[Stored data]
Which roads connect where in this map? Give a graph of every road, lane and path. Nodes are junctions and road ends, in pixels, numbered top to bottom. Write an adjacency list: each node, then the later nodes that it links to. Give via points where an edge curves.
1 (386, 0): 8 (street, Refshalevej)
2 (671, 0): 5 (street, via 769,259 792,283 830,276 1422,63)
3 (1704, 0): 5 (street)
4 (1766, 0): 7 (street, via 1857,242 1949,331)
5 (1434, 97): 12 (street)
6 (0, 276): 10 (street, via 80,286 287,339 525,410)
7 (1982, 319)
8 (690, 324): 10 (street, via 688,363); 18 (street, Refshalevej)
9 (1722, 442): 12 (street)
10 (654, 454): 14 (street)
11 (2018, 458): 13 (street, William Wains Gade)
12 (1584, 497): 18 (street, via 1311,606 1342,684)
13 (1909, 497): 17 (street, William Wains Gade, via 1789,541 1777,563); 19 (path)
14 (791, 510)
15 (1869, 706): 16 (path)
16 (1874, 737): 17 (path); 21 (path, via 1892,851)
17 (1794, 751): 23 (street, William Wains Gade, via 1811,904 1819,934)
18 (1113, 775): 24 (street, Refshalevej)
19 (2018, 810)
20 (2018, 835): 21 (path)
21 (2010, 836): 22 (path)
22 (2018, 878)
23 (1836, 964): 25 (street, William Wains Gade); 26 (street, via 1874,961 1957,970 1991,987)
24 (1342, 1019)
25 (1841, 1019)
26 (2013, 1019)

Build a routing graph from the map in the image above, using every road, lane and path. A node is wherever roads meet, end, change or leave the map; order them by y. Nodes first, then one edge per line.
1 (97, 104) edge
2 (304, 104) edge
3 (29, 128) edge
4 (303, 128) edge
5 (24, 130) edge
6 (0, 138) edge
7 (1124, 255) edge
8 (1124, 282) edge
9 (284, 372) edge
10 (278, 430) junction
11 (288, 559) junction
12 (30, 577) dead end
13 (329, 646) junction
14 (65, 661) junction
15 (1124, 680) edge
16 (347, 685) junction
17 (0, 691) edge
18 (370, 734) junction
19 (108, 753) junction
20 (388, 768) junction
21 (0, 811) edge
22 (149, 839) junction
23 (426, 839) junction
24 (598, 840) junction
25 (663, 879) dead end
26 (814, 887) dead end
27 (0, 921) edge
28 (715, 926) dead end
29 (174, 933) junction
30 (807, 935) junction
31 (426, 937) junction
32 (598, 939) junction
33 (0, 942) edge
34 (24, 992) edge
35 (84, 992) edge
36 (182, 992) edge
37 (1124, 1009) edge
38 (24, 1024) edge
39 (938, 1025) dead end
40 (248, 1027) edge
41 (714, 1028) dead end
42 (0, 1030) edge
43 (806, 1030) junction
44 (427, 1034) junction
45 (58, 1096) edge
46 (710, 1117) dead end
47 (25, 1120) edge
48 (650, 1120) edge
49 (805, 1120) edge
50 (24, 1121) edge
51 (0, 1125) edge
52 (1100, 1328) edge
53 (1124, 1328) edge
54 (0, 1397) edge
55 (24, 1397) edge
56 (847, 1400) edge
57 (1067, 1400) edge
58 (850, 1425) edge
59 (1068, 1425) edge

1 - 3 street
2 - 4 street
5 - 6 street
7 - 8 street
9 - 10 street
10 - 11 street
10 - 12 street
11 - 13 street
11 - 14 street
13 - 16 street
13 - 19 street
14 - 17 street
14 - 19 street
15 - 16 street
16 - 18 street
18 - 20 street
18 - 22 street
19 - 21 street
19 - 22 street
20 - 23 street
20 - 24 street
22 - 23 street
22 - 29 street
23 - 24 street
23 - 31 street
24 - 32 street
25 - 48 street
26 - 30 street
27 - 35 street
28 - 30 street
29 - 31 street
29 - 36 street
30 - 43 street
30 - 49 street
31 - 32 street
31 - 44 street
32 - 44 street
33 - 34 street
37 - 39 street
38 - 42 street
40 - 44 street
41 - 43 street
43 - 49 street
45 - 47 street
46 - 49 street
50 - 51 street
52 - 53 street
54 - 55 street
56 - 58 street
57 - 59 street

§ **What to produce**
With nothing left out, copy every record exactly.

§ **Response area**
Which roads connect where in this map? Give a graph of every road, lane and path. Nodes are junctions and road ends, in pixels, numbered top to bottom. Write an adjacency list: each node, then the later nodes that it links to. Give via points where an edge curves.
1 (386, 0): 8 (street, Refshalevej)
2 (671, 0): 5 (street, via 769,259 792,283 830,276 1422,63)
3 (1704, 0): 5 (street)
4 (1766, 0): 7 (street, via 1857,242 1949,331)
5 (1434, 97): 12 (street)
6 (0, 276): 10 (street, via 80,286 287,339 525,410)
7 (1982, 319)
8 (690, 324): 10 (street, via 688,363); 18 (street, Refshalevej)
9 (1722, 442): 12 (street)
10 (654, 454): 14 (street)
11 (2018, 458): 13 (street, William Wains Gade)
12 (1584, 497): 18 (street, via 1311,606 1342,684)
13 (1909, 497): 17 (street, William Wains Gade, via 1789,541 1777,563); 19 (path)
14 (791, 510)
15 (1869, 706): 16 (path)
16 (1874, 737): 17 (path); 21 (path, via 1892,851)
17 (1794, 751): 23 (street, William Wains Gade, via 1811,904 1819,934)
18 (1113, 775): 24 (street, Refshalevej)
19 (2018, 810)
20 (2018, 835): 21 (path)
21 (2010, 836): 22 (path)
22 (2018, 878)
23 (1836, 964): 25 (street, William Wains Gade); 26 (street, via 1874,961 1957,970 1991,987)
24 (1342, 1019)
25 (1841, 1019)
26 (2013, 1019)

Build a routing graph from the map in the image above, using every road, lane and path. A node is wherever roads meet, end, change or leave the map; order them by y. Nodes first, then one edge per line.
1 (97, 104) edge
2 (304, 104) edge
3 (29, 128) edge
4 (303, 128) edge
5 (24, 130) edge
6 (0, 138) edge
7 (1124, 255) edge
8 (1124, 282) edge
9 (284, 372) edge
10 (278, 430) junction
11 (288, 559) junction
12 (30, 577) dead end
13 (329, 646) junction
14 (65, 661) junction
15 (1124, 680) edge
16 (347, 685) junction
17 (0, 691) edge
18 (370, 734) junction
19 (108, 753) junction
20 (388, 768) junction
21 (0, 811) edge
22 (149, 839) junction
23 (426, 839) junction
24 (598, 840) junction
25 (663, 879) dead end
26 (814, 887) dead end
27 (0, 921) edge
28 (715, 926) dead end
29 (174, 933) junction
30 (807, 935) junction
31 (426, 937) junction
32 (598, 939) junction
33 (0, 942) edge
34 (24, 992) edge
35 (84, 992) edge
36 (182, 992) edge
37 (1124, 1009) edge
38 (24, 1024) edge
39 (938, 1025) dead end
40 (248, 1027) edge
41 (714, 1028) dead end
42 (0, 1030) edge
43 (806, 1030) junction
44 (427, 1034) junction
45 (58, 1096) edge
46 (710, 1117) dead end
47 (25, 1120) edge
48 (650, 1120) edge
49 (805, 1120) edge
50 (24, 1121) edge
51 (0, 1125) edge
52 (1100, 1328) edge
53 (1124, 1328) edge
54 (0, 1397) edge
55 (24, 1397) edge
56 (847, 1400) edge
57 (1067, 1400) edge
58 (850, 1425) edge
59 (1068, 1425) edge

1 - 3 street
2 - 4 street
5 - 6 street
7 - 8 street
9 - 10 street
10 - 11 street
10 - 12 street
11 - 13 street
11 - 14 street
13 - 16 street
13 - 19 street
14 - 17 street
14 - 19 street
15 - 16 street
16 - 18 street
18 - 20 street
18 - 22 street
19 - 21 street
19 - 22 street
20 - 23 street
20 - 24 street
22 - 23 street
22 - 29 street
23 - 24 street
23 - 31 street
24 - 32 street
25 - 48 street
26 - 30 street
27 - 35 street
28 - 30 street
29 - 31 street
29 - 36 street
30 - 43 street
30 - 49 street
31 - 32 street
31 - 44 street
32 - 44 street
33 - 34 street
37 - 39 street
38 - 42 street
40 - 44 street
41 - 43 street
43 - 49 street
45 - 47 street
46 - 49 street
50 - 51 street
52 - 53 street
54 - 55 street
56 - 58 street
57 - 59 street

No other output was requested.